Modèle d'information enrichi par commentaires, destiné à soutenir un réseau de capteurs humains appliqué à l'infrastructure urbaine québécoise

 

Mazdak Nik-Bakht

Université Concordia

 

Domaine : fabrication et matériaux

Programme : établissement de nouveaux chercheurs universitaires

Concours 2019-2020

Au palmarès Open Cities Index de 2016, le Québec présentait le degré de maturité le plus élevé de toutes les provinces canadiennes en matière de données urbaines en libre accès. Mais en 2017, un manque dans l'application des données ouvertes a fait chuter Montréal et le Québec au classement. Outre ce qui est offert en libre accès sur les portails des villes, les données urbaines englobent ce que les utilisateurs finaux du milieu bâti – les capteurs du réseau humain – ressentent et partagent par l'entremise de canaux de communication en ligne. Or, l'application de telles données est difficile en raison du contexte, d'un manque de structure et de problèmes de crédibilité. Nos travaux ont déjà révélé tout le potentiel que recèle le traitement de tels intrants pour détecter des déficiences qui passent parfois inaperçues lors des inspections techniques. La survenue et la répartition spatiale accrues d'événements extrêmes de faible magnitude – principalement en raison des changements climatiques – et le coût cumulatif élevé de tels incidents pour l'infrastructure au Québec rendent l'analyse et l'utilisation d'information de cette nature encore plus cruciales.
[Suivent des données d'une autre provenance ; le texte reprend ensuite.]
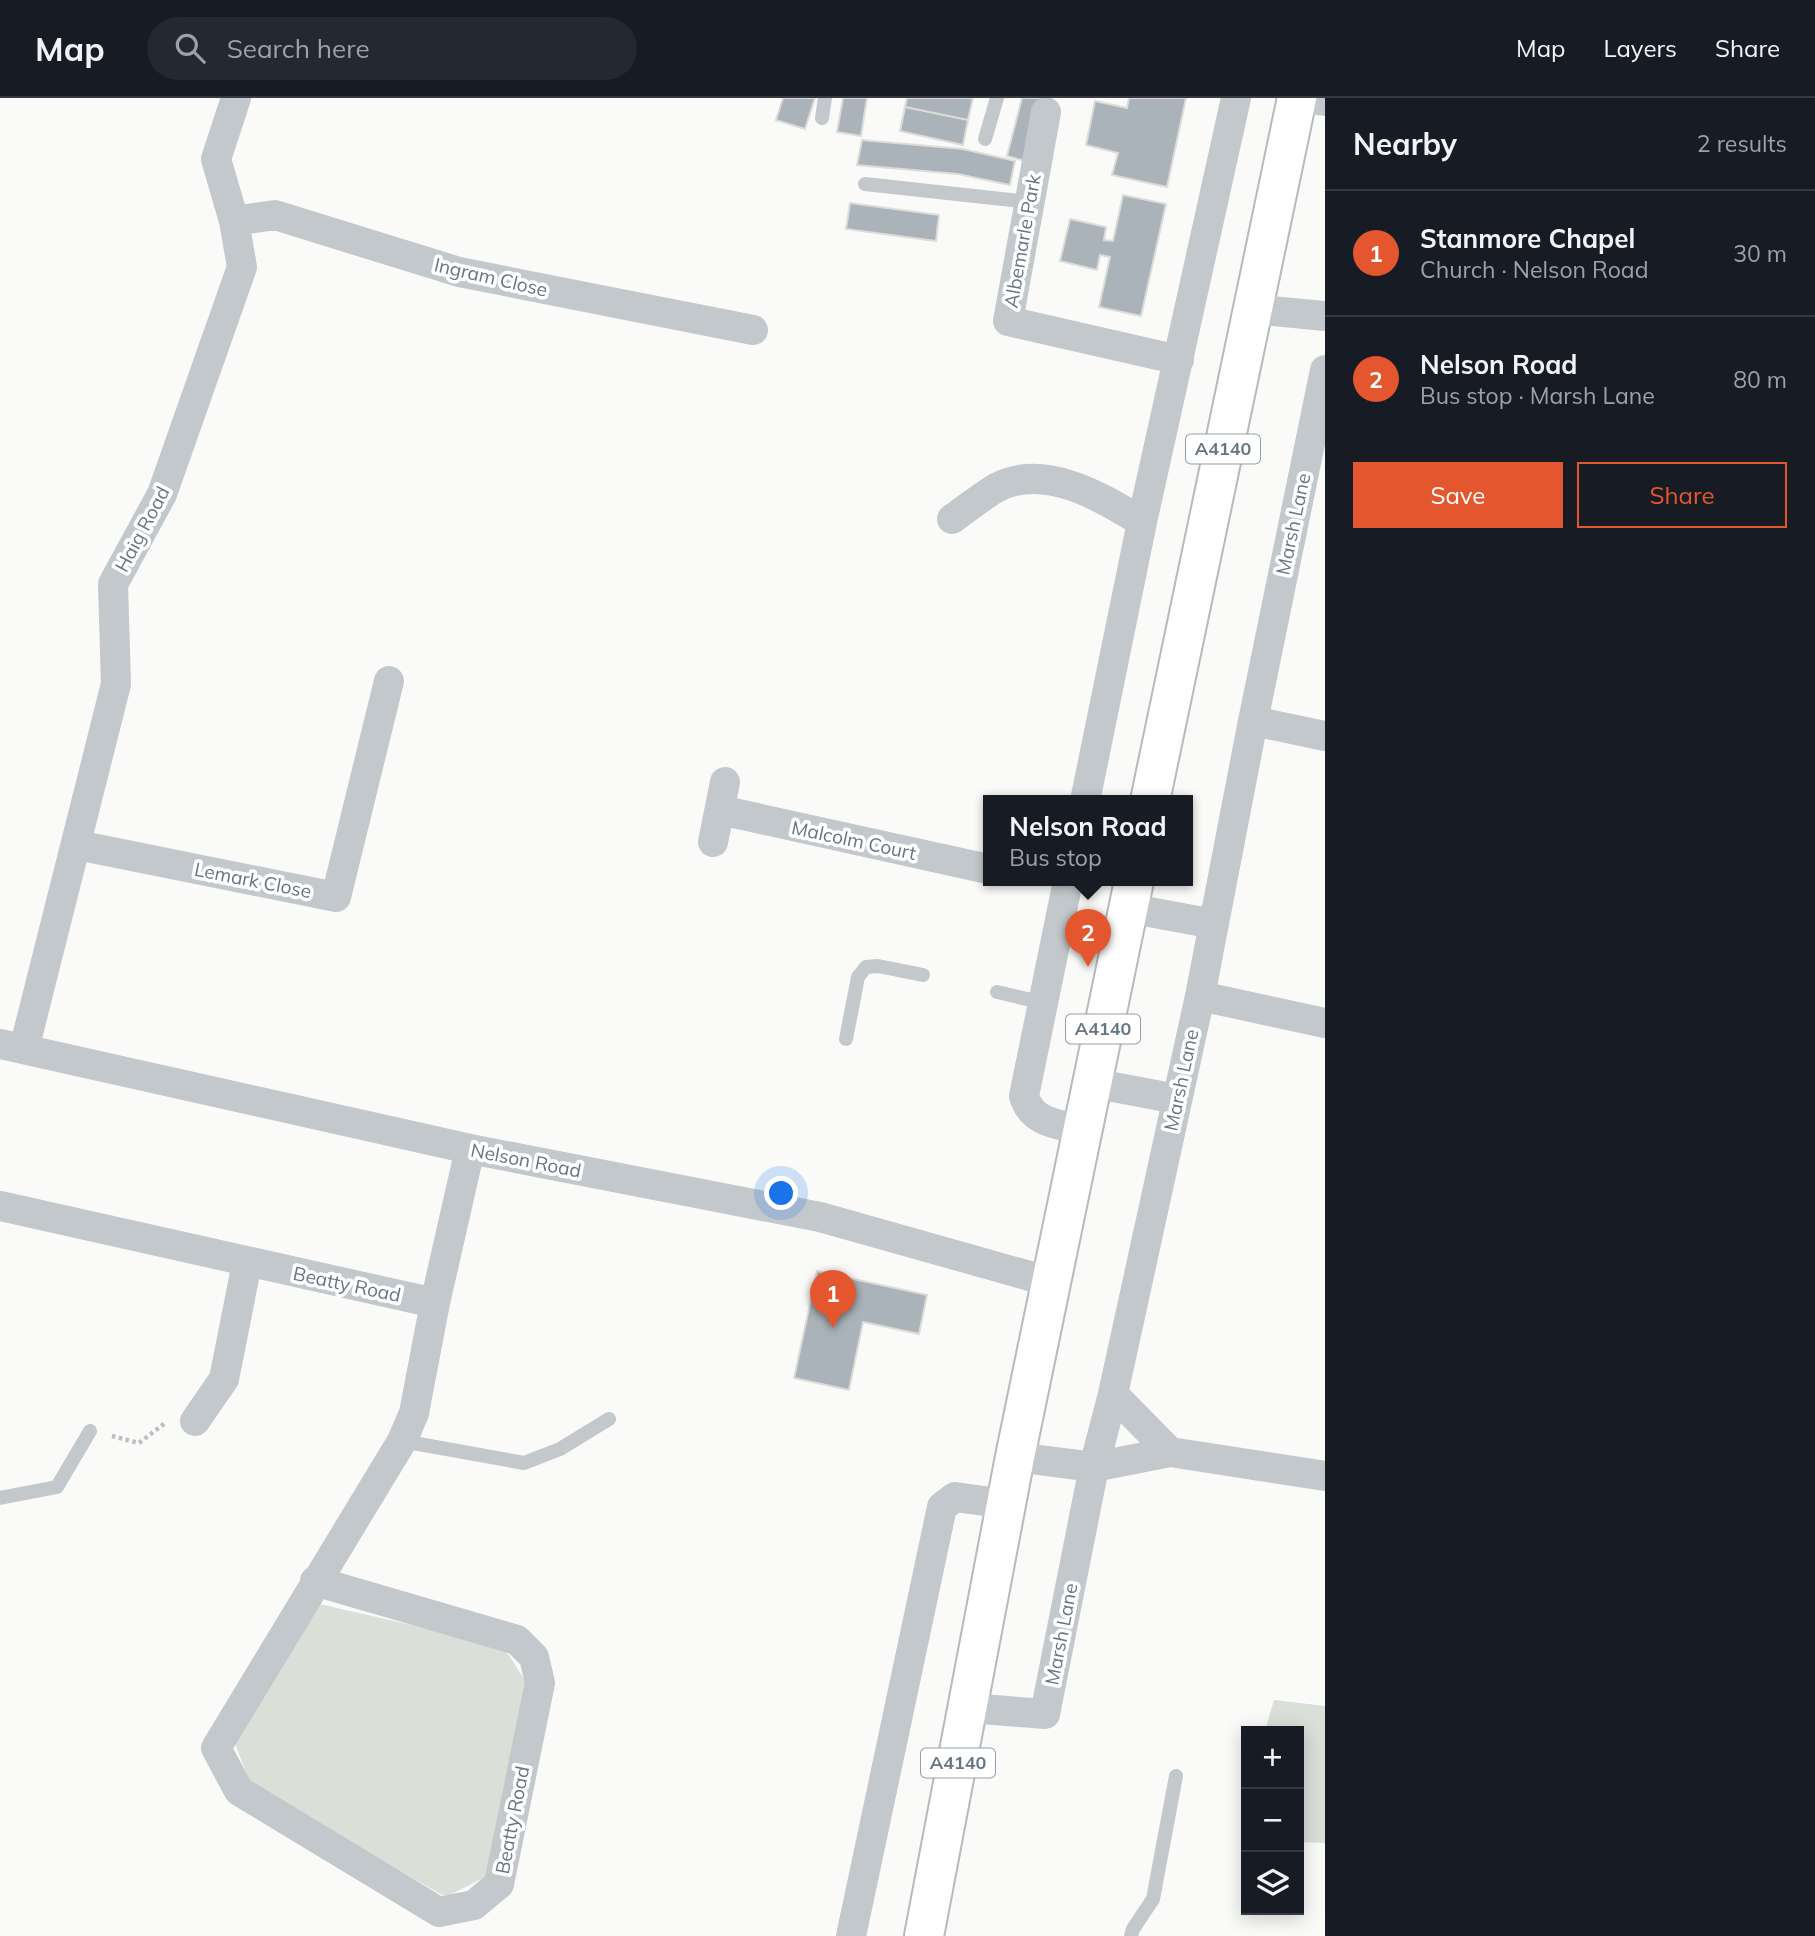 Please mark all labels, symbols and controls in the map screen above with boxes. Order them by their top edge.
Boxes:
search box [147,17,637,80]
text: Map [35,28,105,69]
icon: search [171,29,209,67]
text: Search here [227,32,370,65]
text: Map [1516,33,1565,63]
text: Layers [1603,33,1677,63]
text: Share [1715,33,1780,63]
text: Nearby [1353,125,1457,163]
text: 2 results [1697,129,1787,158]
street label: Albemarle Park [998,172,1046,310]
text: Stanmore Chapel [1420,222,1635,255]
text: 1 [1369,239,1383,268]
text: 30 m [1733,239,1787,268]
street label: Ingram Close [432,252,550,302]
text: Church · Nelson Road [1420,255,1648,284]
text: Nelson Road [1420,348,1577,381]
text: 2 [1369,365,1383,394]
text: 80 m [1733,365,1787,394]
text: Bus stop · Marsh Lane [1420,381,1655,410]
road number: A4140 [1186,435,1260,464]
button: Save [1353,462,1563,528]
button: Share [1577,462,1787,528]
street label: Marsh Lane [1271,471,1315,577]
street label: Haig Road [109,482,175,576]
popup [983,795,1193,886]
text: Nelson Road [1009,810,1167,843]
street label: Malcolm Court [790,815,919,865]
text: Bus stop [1009,843,1102,872]
street label: Lemark Close [193,857,313,903]
pin: 2 [1065,909,1111,967]
road number: A4140 [1066,1014,1140,1044]
street label: Marsh Lane [1159,1027,1203,1133]
street label: Nelson Road [469,1138,583,1182]
your location [764,1176,798,1210]
street label: Beatty Road [291,1261,403,1307]
pin: 1 [810,1270,856,1328]
street label: Marsh Lane [1039,1581,1083,1687]
map controls [1241,1726,1304,1915]
button: + [1241,1726,1304,1789]
road number: A4140 [921,1748,995,1778]
street label: Beatty Road [490,1764,534,1876]
button: − [1241,1789,1304,1852]
button: layers [1241,1852,1304,1915]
Nous entendons utiliser les données ouvertes urbaines et les renseignements générés et transmis organiquement par les citadins pour jeter les bases d'un réseau de capteurs répartis qui contribuera à mettre au jour des erreurs et des manquements dans le milieu bâti. Ces travaux enrichiront les modèles 3D urbains québécois déjà disponibles, grâce à l'apport des utilisateurs finaux sous forme de commentaires sur les médias sociaux et de comptes rendus dans les nouvelles locales. La recherche se déroulera en trois temps : (i) création d'un modèle 3D de l'infrastructure urbaine, enrichi par commentaires ; (ii) automatisation de la détection, de l'analyse et de la classification des nouvelles et des commentaires sociaux, puis association de ceux-ci aux éléments d'infrastructure pertinents ; et (iii) validation du système développé en contexte de gestion des eaux pluviales.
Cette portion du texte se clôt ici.